Все, как одна, говорили на «о», и она ловила себя на том, что невольно начинает подражать им, тоже говорит на «о».
Лидия Ивановна вспоминала о давно минувшем времени, и подчас ей думалось, откуда-то из далекого далека, вровень с нею мчится длинный, ярко освещенный поезд, мчится и обгоняет, обдав на миг чужим теплом, чужой незаемной радостью.
На Международный женский день Зина Вершилова собрала гостей.
Само собой, была позвана и Лидия Ивановна.

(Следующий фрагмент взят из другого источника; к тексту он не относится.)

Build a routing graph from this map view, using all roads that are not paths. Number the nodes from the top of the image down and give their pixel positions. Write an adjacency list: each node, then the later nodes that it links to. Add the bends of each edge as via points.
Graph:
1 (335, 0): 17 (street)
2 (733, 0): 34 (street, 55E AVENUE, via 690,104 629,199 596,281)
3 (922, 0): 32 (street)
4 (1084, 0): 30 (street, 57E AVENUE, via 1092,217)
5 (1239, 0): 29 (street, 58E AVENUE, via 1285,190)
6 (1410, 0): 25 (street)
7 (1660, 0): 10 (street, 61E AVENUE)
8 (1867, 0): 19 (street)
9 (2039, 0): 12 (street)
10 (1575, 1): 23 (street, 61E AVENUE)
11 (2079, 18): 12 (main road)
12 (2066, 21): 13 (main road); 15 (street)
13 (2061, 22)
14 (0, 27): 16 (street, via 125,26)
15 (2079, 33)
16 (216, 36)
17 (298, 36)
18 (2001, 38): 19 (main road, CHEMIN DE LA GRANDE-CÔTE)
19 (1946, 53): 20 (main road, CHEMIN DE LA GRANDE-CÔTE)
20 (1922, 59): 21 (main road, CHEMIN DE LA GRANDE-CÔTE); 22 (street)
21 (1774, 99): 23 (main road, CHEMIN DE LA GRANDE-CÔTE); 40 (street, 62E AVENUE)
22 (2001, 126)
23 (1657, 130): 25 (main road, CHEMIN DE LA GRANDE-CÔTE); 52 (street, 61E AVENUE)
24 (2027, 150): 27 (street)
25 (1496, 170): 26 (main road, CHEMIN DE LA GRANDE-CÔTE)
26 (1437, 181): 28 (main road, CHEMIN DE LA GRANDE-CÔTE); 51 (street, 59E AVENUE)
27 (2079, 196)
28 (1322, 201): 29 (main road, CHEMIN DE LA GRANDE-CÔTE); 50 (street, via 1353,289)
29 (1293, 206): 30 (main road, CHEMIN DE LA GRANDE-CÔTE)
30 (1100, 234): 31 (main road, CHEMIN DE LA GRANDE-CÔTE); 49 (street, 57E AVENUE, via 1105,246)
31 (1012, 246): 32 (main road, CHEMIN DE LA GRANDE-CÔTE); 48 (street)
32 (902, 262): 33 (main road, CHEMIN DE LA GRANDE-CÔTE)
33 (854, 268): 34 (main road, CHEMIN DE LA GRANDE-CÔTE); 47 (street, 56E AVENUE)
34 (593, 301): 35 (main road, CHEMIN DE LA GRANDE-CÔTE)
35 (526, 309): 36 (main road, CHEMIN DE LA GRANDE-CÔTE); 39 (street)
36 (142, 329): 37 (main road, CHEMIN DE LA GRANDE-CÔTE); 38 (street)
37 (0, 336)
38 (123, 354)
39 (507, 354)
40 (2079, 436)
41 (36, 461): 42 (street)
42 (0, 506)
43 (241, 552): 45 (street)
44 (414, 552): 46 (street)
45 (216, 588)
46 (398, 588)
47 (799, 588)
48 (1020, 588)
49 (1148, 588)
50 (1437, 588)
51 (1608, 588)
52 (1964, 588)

Сидели за овальным, щедро уставленным различными закусками столом, говорили все вместе, в одно и то же время. Гул стоял в комнате, откуда вынесли и кровать, и шифоньер, и трюмо с тумбочкой, чтобы гостям было попросторней.
Зина подавала на стол всё новые блюда — с пирогами, с холодцом, с заливной рыбой, — кулинарка была отменная, гости ели все охотно, не уставали хвалить Зинино мастерство, а ее муж, щупленький, белокурый, с острым, чутким носиком, довольно потирал ладони.
— Какова у меня жена? — спрашивал. — Что скажете?
И щурил сладкие темно-коричневые, похожие на изюм глаза в смуглых веках с такими длинными ресницами, что девушке впору, но никак не мужику средних лет невзрачной наружности.
Лидия Ивановна поглядывала на него, отмечая про себя его скользящий взгляд, суетливость, нервный, без причины смех.